Disruptions in lamin localization are not accompanied by loss of lamin protein or cleavage of PARP. (A) Lamin A/C protein levels in Vero cells mock-infected (red), or infected with HSV-1(F) (blue) or vRR1202 (green), as analyzed by flow cytometry. The left histogram shows the results of detection with no primary antibody; the right graph shows the results of detection with both primary and secondary antibodies. (B) Lamin B protein levels in Vero cells mock-infected (lane 1), or infected with HSV-1(F) (lane 2) or vRR1202 (lane 3), as analyzed by western blot. Total cellular protein was extracted as described in Materials and methods. Coomassie staining was used to equilibrate loading (not shown). These experiments were done three times. Representative images are shown. Lane 3 is from the same blot and the same exposure as lanes 1 and 2, but was not adjacent to these lanes. (C and D) Digital confocal merged images showing the presence of cleaved PARP positive cells in Vero cells infected with vRR1202 or vR1204 at an MOI of 5 for 24 h. This experiment was done five times. A representative experiment is shown. The infecting virus is indicated on each panel. Green: lamin A/C; blue: cleaved PARP. The arrows point to cells that have perforations in the lamina, but do not stain positive for cleaved PARP. (E) Vero cells were transfected with a plasmid expressing either wild type lamin B-FLAG or non-cleavable lamin B-FLAG, then mock-infected or infected with vRR1202. The identity of the transfecting plasmid is indicated below each column.

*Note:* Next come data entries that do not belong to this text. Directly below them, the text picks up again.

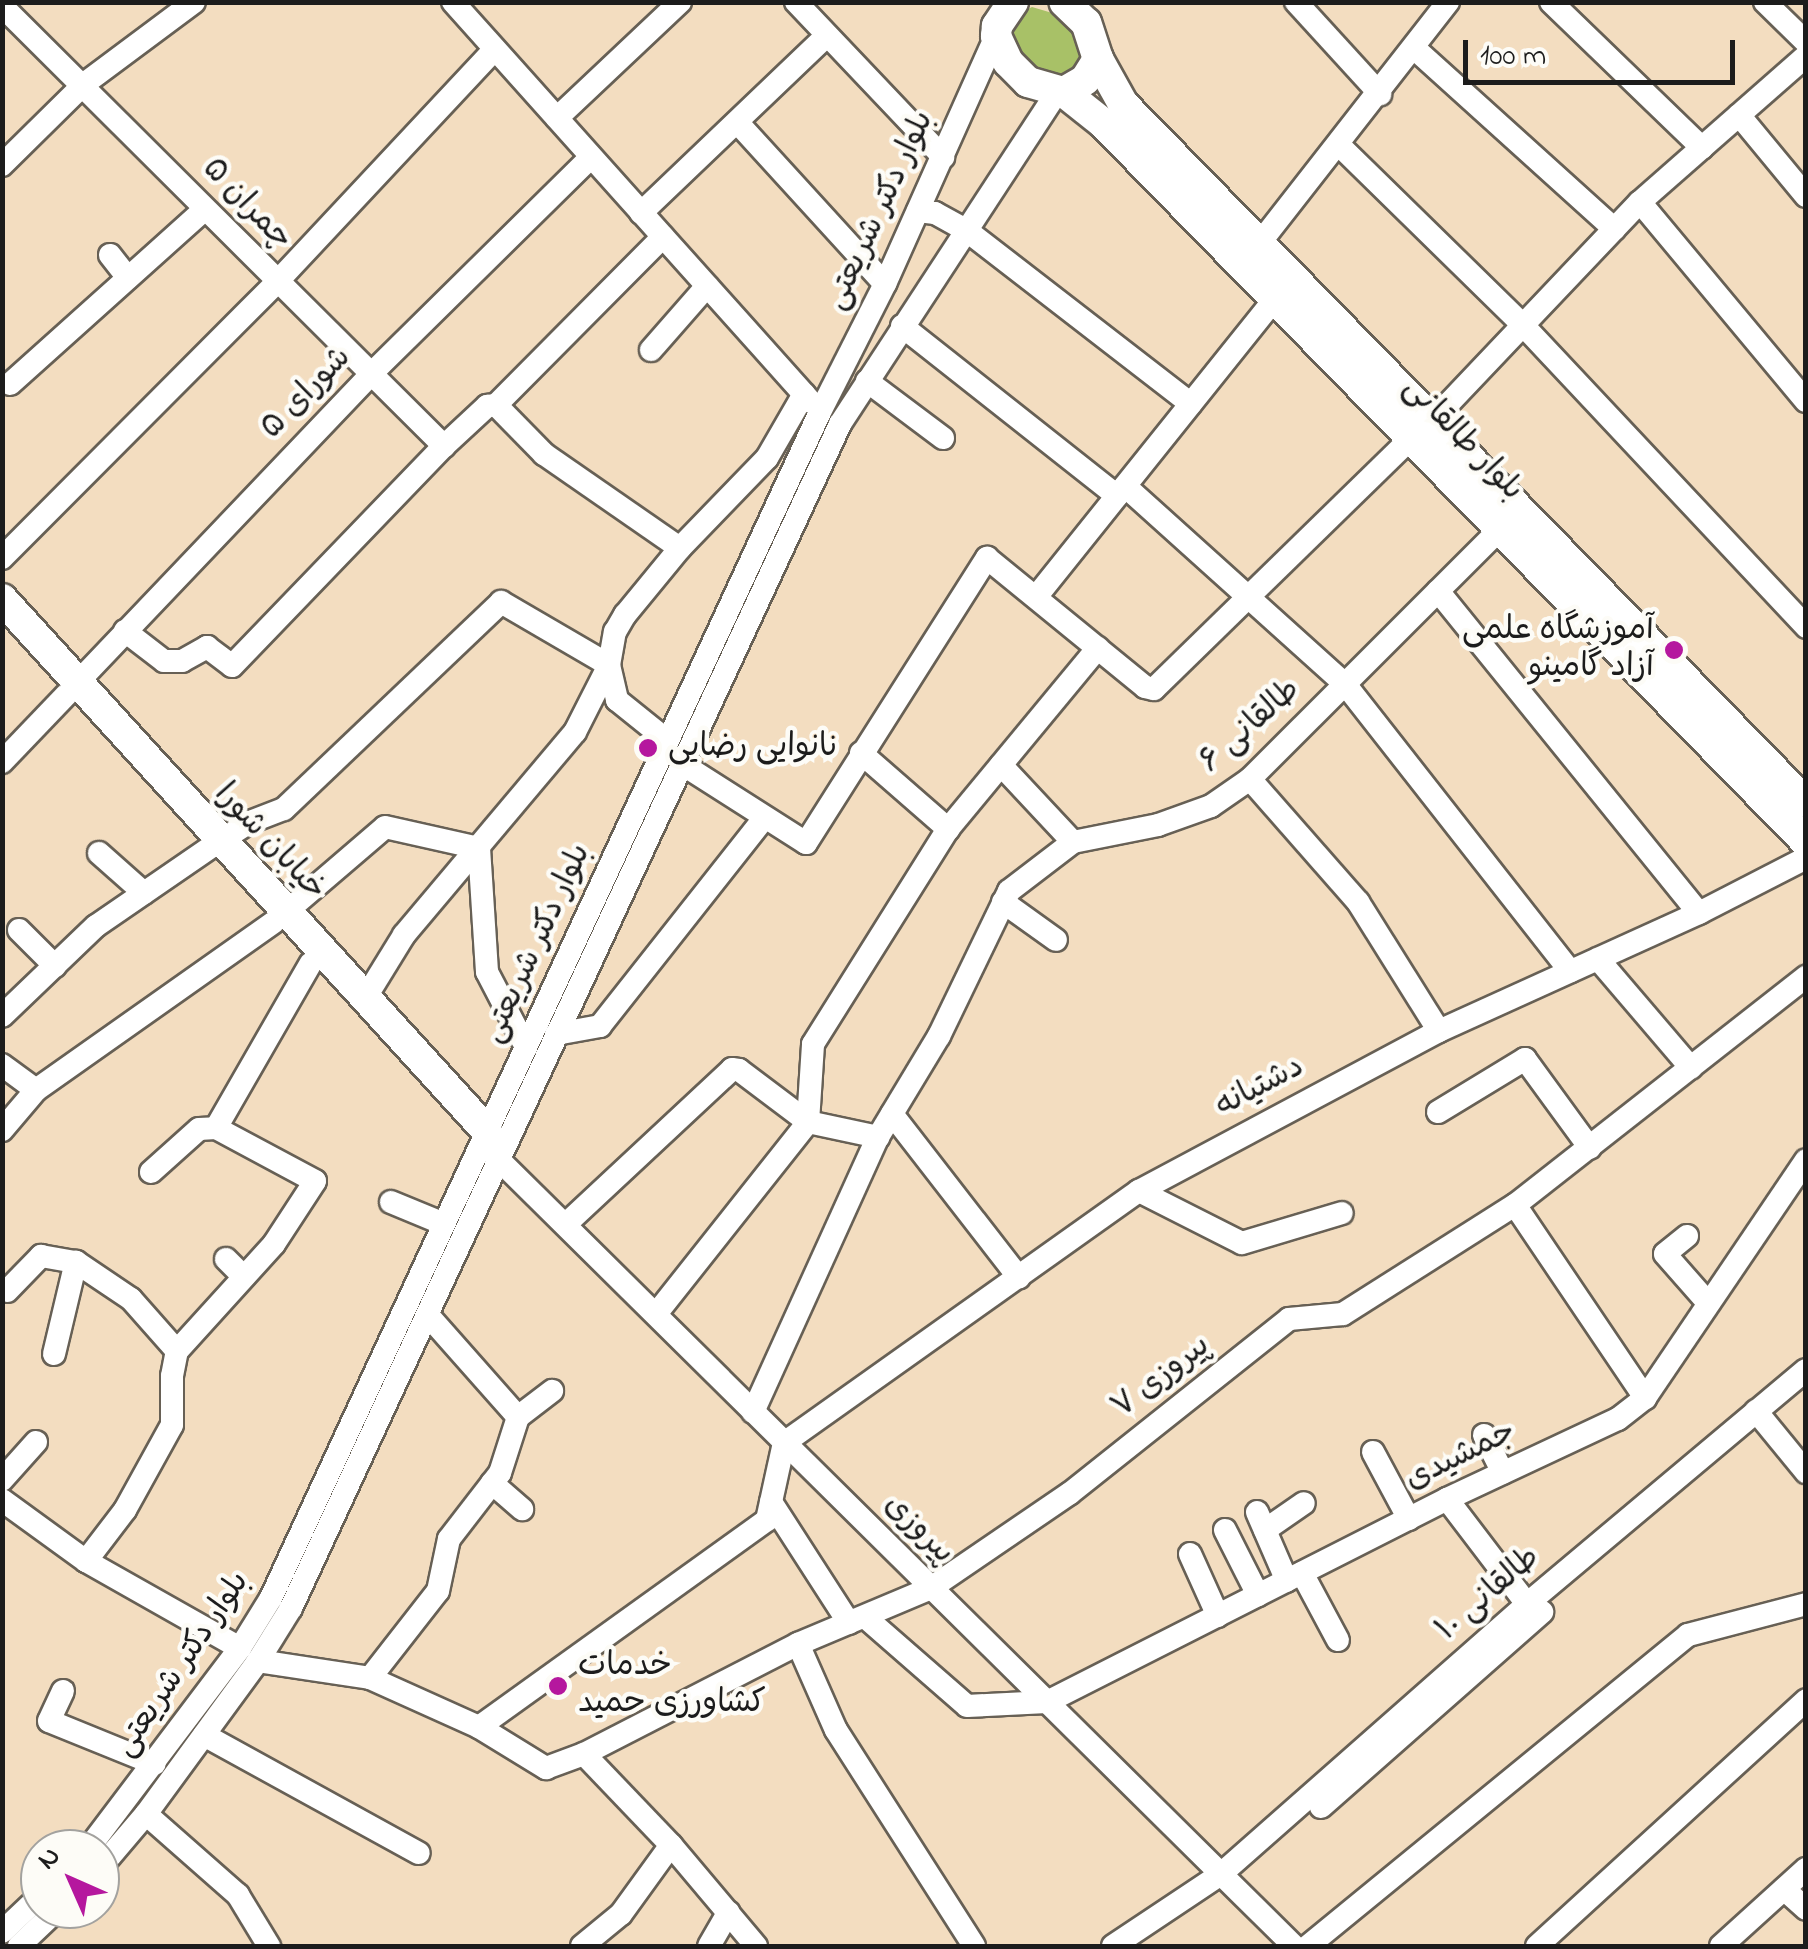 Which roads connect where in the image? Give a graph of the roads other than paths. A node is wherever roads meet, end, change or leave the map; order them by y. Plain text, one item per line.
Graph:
1 (194, 2) edge
2 (486, 2) edge
3 (680, 2) edge
4 (796, 2) edge
5 (1064, 2) edge
6 (1097, 2) edge
7 (1296, 2) edge
8 (1448, 2) edge
9 (1551, 2) edge
10 (1765, 2) edge
11 (2, 6) edge
12 (461, 11) edge
13 (997, 17) edge
14 (828, 35) junction
15 (1806, 42) edge
16 (1096, 48) junction
17 (1414, 48) junction
18 (495, 49) junction
19 (1806, 56) edge
20 (84, 84) junction
21 (1061, 92) junction
22 (1380, 94) junction
23 (1739, 116) junction
24 (557, 118) junction
25 (737, 122) junction
26 (1339, 145) junction
27 (1702, 148) junction
28 (591, 157) junction
29 (942, 157) junction
30 (2, 165) edge
31 (1806, 196) edge
32 (1640, 202) junction
33 (205, 209) junction
34 (918, 212) junction
35 (641, 213) junction
36 (1614, 229) junction
37 (966, 230) junction
38 (663, 237) junction
39 (1259, 244) junction
40 (110, 255) dead end
41 (284, 275) junction
42 (128, 278) junction
43 (886, 284) junction
44 (706, 286) junction
45 (1275, 299) junction
46 (1521, 323) junction
47 (902, 326) junction
48 (650, 350) dead end
49 (370, 376) junction
50 (867, 381) junction
51 (10, 384) dead end
52 (804, 394) junction
53 (1806, 401) edge
54 (1191, 404) junction
55 (496, 405) junction
56 (820, 412) junction
57 (1422, 429) junction
58 (943, 438) dead end
59 (444, 446) junction
60 (767, 458) junction
61 (792, 472) junction
62 (1121, 491) junction
63 (1500, 530) junction
64 (680, 548) junction
65 (2, 558) edge
66 (1438, 591) junction
67 (1249, 593) junction
68 (1036, 597) junction
69 (2, 600) edge
70 (2, 623) edge
71 (1806, 627) edge
72 (126, 631) junction
73 (1098, 648) junction
74 (609, 665) junction
75 (1345, 684) junction
76 (71, 689) junction
77 (668, 742) junction
78 (861, 753) junction
79 (2, 762) edge
80 (682, 764) junction
81 (1001, 765) junction
82 (1754, 770) junction
83 (1250, 779) junction
84 (1806, 803) edge
85 (764, 818) junction
86 (948, 829) junction
87 (1073, 842) junction
88 (1806, 842) edge
89 (214, 845) junction
90 (479, 848) junction
91 (98, 853) dead end
92 (1806, 858) edge
93 (144, 893) junction
94 (1004, 902) junction
95 (1699, 912) junction
96 (279, 918) junction
97 (19, 930) dead end
98 (1056, 940) dead end
99 (1598, 958) junction
100 (311, 963) junction
101 (55, 966) junction
102 (576, 966) junction
103 (1570, 971) junction
104 (1806, 977) edge
105 (364, 1000) junction
106 (2, 1016) edge
107 (1440, 1031) junction
108 (556, 1034) junction
109 (526, 1048) junction
110 (2, 1065) edge
111 (1691, 1068) junction
112 (36, 1090) junction
113 (1438, 1112) dead end
114 (892, 1114) junction
115 (808, 1122) junction
116 (216, 1128) junction
117 (2, 1130) edge
118 (878, 1137) junction
119 (489, 1144) junction
120 (1590, 1148) junction
121 (1806, 1160) edge
122 (151, 1172) dead end
123 (1139, 1191) junction
124 (390, 1202) dead end
125 (1515, 1206) junction
126 (1342, 1213) dead end
127 (444, 1224) junction
128 (566, 1224) junction
129 (1687, 1236) dead end
130 (226, 1259) dead end
131 (76, 1262) junction
132 (244, 1277) junction
133 (1020, 1278) junction
134 (7, 1292) dead end
135 (1708, 1303) junction
136 (426, 1314) junction
137 (656, 1314) junction
138 (177, 1351) junction
139 (54, 1354) dead end
140 (1806, 1370) edge
141 (552, 1391) dead end
142 (1645, 1398) junction
143 (1756, 1411) junction
144 (753, 1412) junction
145 (518, 1417) junction
146 (1484, 1435) dead end
147 (36, 1442) dead end
148 (784, 1443) junction
149 (1374, 1452) dead end
150 (1806, 1472) edge
151 (1503, 1473) junction
152 (2, 1480) edge
153 (492, 1482) junction
154 (1447, 1500) junction
155 (771, 1502) junction
156 (1304, 1503) dead end
157 (522, 1509) dead end
158 (7, 1512) edge
159 (1409, 1518) junction
160 (1225, 1530) dead end
161 (1190, 1554) dead end
162 (86, 1561) junction
163 (1295, 1577) junction
164 (930, 1588) junction
165 (1258, 1595) junction
166 (1806, 1604) edge
167 (1534, 1608) junction
168 (1218, 1616) junction
169 (857, 1620) junction
170 (1338, 1640) dead end
171 (798, 1644) junction
172 (249, 1655) junction
173 (370, 1678) junction
174 (63, 1691) dead end
175 (1806, 1700) edge
176 (1048, 1702) junction
177 (479, 1727) junction
178 (204, 1735) junction
179 (584, 1754) junction
180 (155, 1764) junction
181 (146, 1814) junction
182 (104, 1829) edge
183 (120, 1845) edge
184 (671, 1846) junction
185 (419, 1853) dead end
186 (1806, 1868) edge
187 (1227, 1880) junction
188 (1784, 1889) junction
189 (1806, 1909) edge
190 (728, 1912) junction
191 (269, 1946) edge
192 (582, 1946) edge
193 (709, 1946) edge
194 (756, 1946) edge
195 (974, 1946) edge
196 (1113, 1946) edge
197 (1294, 1946) edge
198 (1308, 1946) edge
199 (1538, 1946) edge
200 (1722, 1946) edge

1 - 20 street
2 - 12 street
3 - 24 street
4 - 14 street
5 - 16 main road, بلوار طالقانی
6 - 16 main road
7 - 22 street
8 - 17 street
9 - 27 street
10 - 15 street
11 - 20 street, چمران ۵
12 - 18 street
13 - 21 main road, بلوار طالقانی
13 - 29 street, بلوار دکتر شریعتی
14 - 25 street
14 - 29 street
16 - 21 main road
16 - 39 main road, بلوار طالقانی
17 - 22 street
17 - 36 street
18 - 24 street
18 - 41 street
19 - 23 street
20 - 30 street
20 - 33 street, چمران ۵
21 - 37 street, بلوار دکتر شریعتی
21 - 45 main road, بلوار طالقانی
22 - 26 street
23 - 27 street
23 - 31 street
24 - 28 street
25 - 35 street
25 - 43 street
26 - 39 street
26 - 46 street
27 - 32 street
28 - 35 street
28 - 49 street, شورای ۵
29 - 34 street, بلوار دکتر شریعتی
32 - 36 street
32 - 53 street
33 - 41 street, چمران ۵
33 - 42 street
34 - 37 street
34 - 43 street, بلوار دکتر شریعتی
35 - 38 street
36 - 46 street
37 - 47 street, بلوار دکتر شریعتی
37 - 54 street
38 - 44 street
38 - 55 street
39 - 57 main road, بلوار طالقانی
40 - 42 street
41 - 49 street, چمران ۵
41 - 65 street
42 - 51 street
43 - 56 street, بلوار دکتر شریعتی
44 - 48 street
44 - 52 street
45 - 54 street
45 - 57 main road, بلوار طالقانی
46 - 57 street
46 - 71 street
47 - 50 street, بلوار دکتر شریعتی
47 - 62 street
49 - 59 street, چمران ۵
49 - 72 street, شورای ۵
50 - 58 street
50 - 80 street, بلوار دکتر شریعتی
52 - 56 street
52 - 60 street
54 - 62 street
55 - 59 street
55 - 64 street
56 - 61 street, بلوار دکتر شریعتی
57 - 63 main road, بلوار طالقانی
57 - 67 street
57 - 82 main road, بلوار طالقانی
59 - 72 street
60 - 61 street
60 - 64 street
61 - 77 street, بلوار دکتر شریعتی
62 - 67 street
62 - 68 street
63 - 66 street, طالقانی ۶
63 - 82 main road, بلوار طالقانی
64 - 74 street
66 - 75 street, طالقانی ۶
66 - 95 street
67 - 73 street
67 - 75 street
68 - 73 street
68 - 78 street
69 - 76 main road, خیابان شورا
70 - 76 main road, خیابان شورا
72 - 76 street, شورای ۵
73 - 81 street
74 - 77 street
74 - 89 street
74 - 90 street
75 - 83 street, طالقانی ۶
75 - 103 street
76 - 79 street, شورای ۵
76 - 89 main road, خیابان شورا
77 - 102 street, بلوار دکتر شریعتی
78 - 85 street
78 - 86 street
80 - 85 street
80 - 102 street, بلوار دکتر شریعتی
81 - 86 street
81 - 87 street
82 - 84 main road, بلوار طالقانی
82 - 88 main road, بلوار طالقانی
83 - 87 street, طالقانی ۶
83 - 107 street
85 - 108 street
86 - 115 street
87 - 94 street, طالقانی ۶
89 - 93 street
89 - 96 main road, خیابان شورا
90 - 96 street
90 - 105 street
90 - 109 street
91 - 93 street
92 - 95 street, دشتیانه
93 - 101 street
94 - 98 street
94 - 114 street, طالقانی ۶
95 - 99 street, دشتیانه
96 - 100 main road, خیابان شورا
96 - 105 main road, خیابان شورا
96 - 112 street
97 - 101 street
99 - 103 street, دشتیانه
99 - 111 street
100 - 116 street
100 - 119 main road, خیابان شورا
101 - 106 street
102 - 108 street, بلوار دکتر شریعتی
102 - 109 street, بلوار دکتر شریعتی
103 - 107 street, دشتیانه
104 - 111 street, پیروزی ۷
105 - 119 main road, خیابان شورا
107 - 123 street, دشتیانه
108 - 119 street, بلوار دکتر شریعتی
109 - 119 street, بلوار دکتر شریعتی
110 - 112 street
111 - 120 street, پیروزی ۷
112 - 117 street
113 - 120 street
114 - 118 street, طالقانی ۶
114 - 133 street
115 - 118 street
115 - 128 street
115 - 137 street
116 - 122 street
116 - 132 street
118 - 144 street, طالقانی ۶
119 - 127 street, بلوار دکتر شریعتی
119 - 128 street, پیروزی
119 - 136 street, بلوار دکتر شریعتی
120 - 125 street, پیروزی ۷
121 - 135 street, جمشیدی
123 - 126 street
123 - 133 street, دشتیانه
124 - 127 street
125 - 142 street
125 - 164 street, پیروزی ۷
127 - 172 street, بلوار دکتر شریعتی
128 - 137 street, پیروزی
129 - 135 street
130 - 132 street
131 - 134 street
131 - 138 street
131 - 139 street
132 - 138 street
133 - 148 street, دشتیانه
135 - 142 street, جمشیدی
136 - 145 street
136 - 172 street, بلوار دکتر شریعتی
137 - 144 street, پیروزی
138 - 162 street
140 - 143 street, طالقانی ۱۰
141 - 145 street
142 - 151 street, جمشیدی
143 - 150 street
143 - 167 street, طالقانی ۱۰
144 - 148 street, پیروزی
145 - 153 street
146 - 151 street
147 - 152 street
148 - 155 street
148 - 164 street, پیروزی
149 - 159 street
151 - 154 street, جمشیدی
153 - 157 street
153 - 173 street
154 - 159 street, جمشیدی
154 - 167 street
155 - 169 street
155 - 177 street
156 - 163 street
158 - 162 street
159 - 163 street, جمشیدی
160 - 165 street
161 - 168 street
162 - 172 street
163 - 165 street, جمشیدی
163 - 170 street
164 - 169 street, پیروزی ۷
164 - 176 street, پیروزی
165 - 168 street, جمشیدی
166 - 198 street
167 - 187 street, طالقانی ۱۰
168 - 176 street, جمشیدی
169 - 171 street, پیروزی ۷
169 - 176 street
171 - 179 street, پیروزی ۷
171 - 195 street
172 - 173 street
172 - 178 street, بلوار دکتر شریعتی
172 - 180 street, بلوار دکتر شریعتی
173 - 177 street
174 - 180 street
175 - 199 street
176 - 187 street, پیروزی
177 - 179 street, پیروزی ۷
178 - 181 street, بلوار دکتر شریعتی
178 - 185 street
179 - 184 street
180 - 182 street, بلوار دکتر شریعتی
181 - 183 street, بلوار دکتر شریعتی
181 - 191 street
184 - 190 street
184 - 192 street
186 - 188 street
187 - 196 street, طالقانی ۱۰
187 - 197 street, پیروزی
188 - 189 street
188 - 200 street
190 - 193 street
190 - 194 street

The state of infection is indicated to the right of each row.

Fig. 10

Lamin disruption in infected HEp-2 cells is associated with loss of lamin protein. Shown are digital images of western blots of protein from HEp-2 cells infected for 24 h probed for lamin A/C (A) and lamin B (B). Coomassie staining was used to equilibrate loading (not shown). These experiments were done three times. Representative images are shown. The infecting virus is indicated above each lane.